My own formal and daily mindfulness practice is like meditation, in that I am sitting on a cushion with my legs crossed, and I am usually listening to a vocal guide on my Calm app. This is largely because I am such a newbie and am still learning how to tame the brain, so a vocal lead-in helps tremendously. But for me, the morning ritual of mindfulness serves also as a precursor to my own faith practice. Any morning prayers/meditations or physical stretching become a nice follow up to the moments of stillness/awareness/clarity. But that’s a personal connection I make, not anything directly related to the practice itself.
Approaches to daily mindfulness vary greatly. Dr. Gillihand does a good job of explaining this with many examples of bringing awareness into the banalities of one’s day, increasing their richness just by paying attention and being aware.
Myth #7-Mindfulness is at odds with science.
Ooh! The science part. I love this one! The reasons that doctors, businesspersons, and educators are so excited about mindfulness is the brain-friendliness of it. From the FMRI scans that show marked differences in neural activity before and after mindfulness practice, to the understanding of just how much getting more oxygen into the blood/brain help retention, to the ability to rebuild missing neural-pathways, and bring calmness to anxious learners. I love that with the continual progress in neuro-scientific research, that we can see, more and more, the exact things our brains crave for their own health.

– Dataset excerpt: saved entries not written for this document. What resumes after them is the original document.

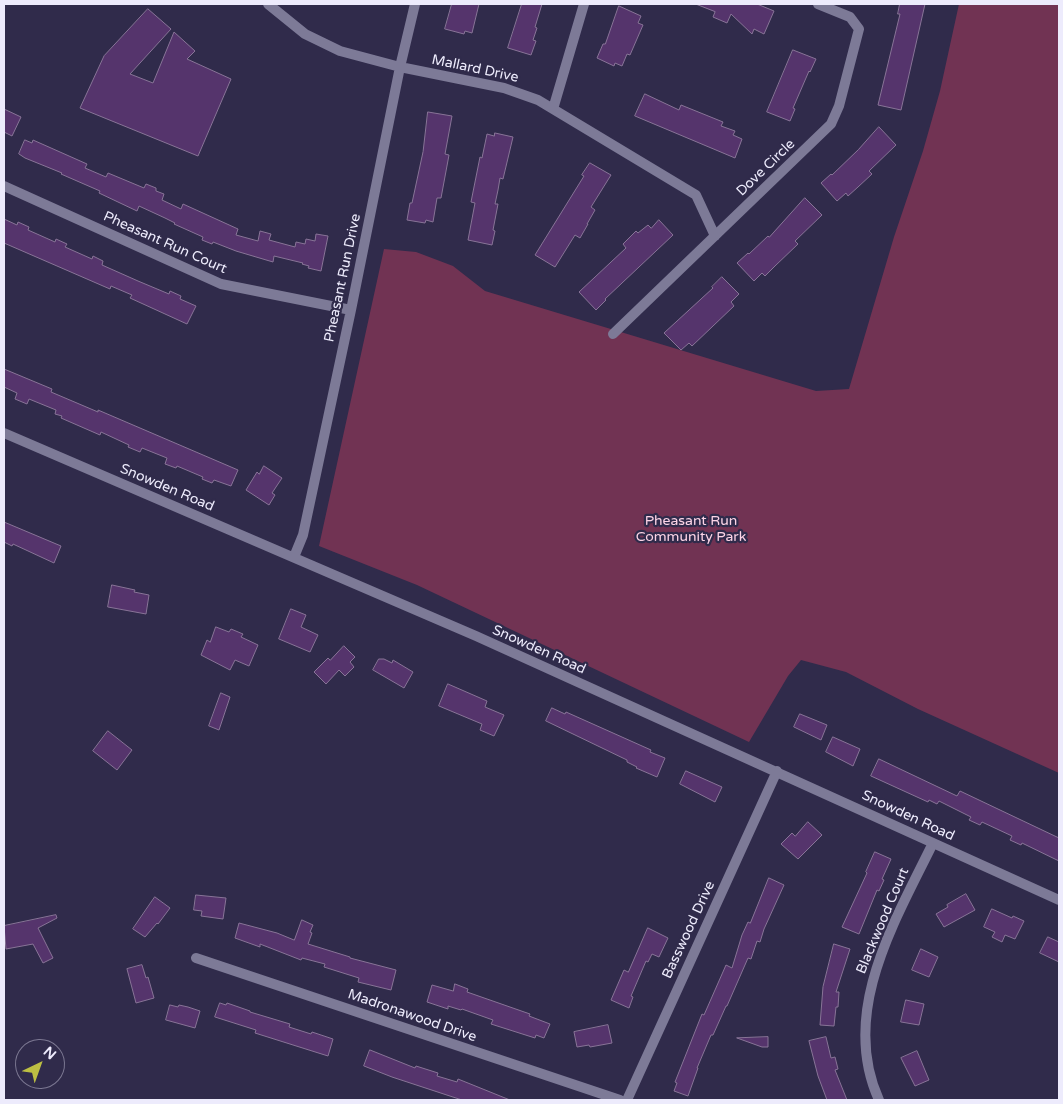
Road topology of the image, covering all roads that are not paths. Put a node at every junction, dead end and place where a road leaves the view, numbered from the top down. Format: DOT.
graph roads {
  1 [pos="268,4"];
  2 [pos="415,4"];
  3 [pos="584,4"];
  4 [pos="818,4"];
  5 [pos="400,67"];
  6 [pos="553,109"];
  7 [pos="4,186"];
  8 [pos="715,236"];
  9 [pos="351,310"];
  10 [pos="613,334"];
  11 [pos="4,433"];
  12 [pos="294,557"];
  13 [pos="777,772"];
  14 [pos="933,843"];
  15 [pos="1059,900"];
  16 [pos="196,958"];
  17 [pos="620,1100"];
  18 [pos="627,1100"];
  19 [pos="879,1100"];
  1 -- 5 [label="street, Mallard Drive"];
  2 -- 5 [label="street, Pheasant Run Drive"];
  3 -- 6 [label="street"];
  4 -- 8 [label="street, Dove Circle"];
  5 -- 6 [label="street, Mallard Drive"];
  5 -- 9 [label="street, Pheasant Run Drive"];
  6 -- 8 [label="street, Mallard Drive"];
  7 -- 9 [label="street, Pheasant Run Court"];
  8 -- 10 [label="street, Dove Circle"];
  9 -- 12 [label="street, Pheasant Run Drive"];
  11 -- 12 [label="street, Snowden Road"];
  12 -- 13 [label="street, Snowden Road"];
  13 -- 14 [label="street, Snowden Road"];
  13 -- 18 [label="street, Basswood Drive"];
  14 -- 15 [label="street, Snowden Road"];
  14 -- 19 [label="street, Blackwood Court"];
  16 -- 17 [label="street, Madronawood Drive"];
}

Now the question has become, what do we do with what we know?
Thank you, Dr. Gillihan, for your simple and straightforward list. I hope I can lend my hand towards eliminating each misconception, at least in my own field, so that we can capitalize upon the power of our God-given gray matter.
My Year of Mindfulness in Education is a series of blog posts tracking my personal commitment to explore the practice of mindfulness over an extended period and faithfully record my journey along the way. My role as an instructional leader is the lens through which I examine the benefits of this discipline, but my larger hope is that this simple practice be adopted by educators on a larger scale and then incorporated into social/emotional lessons for use in the classroom.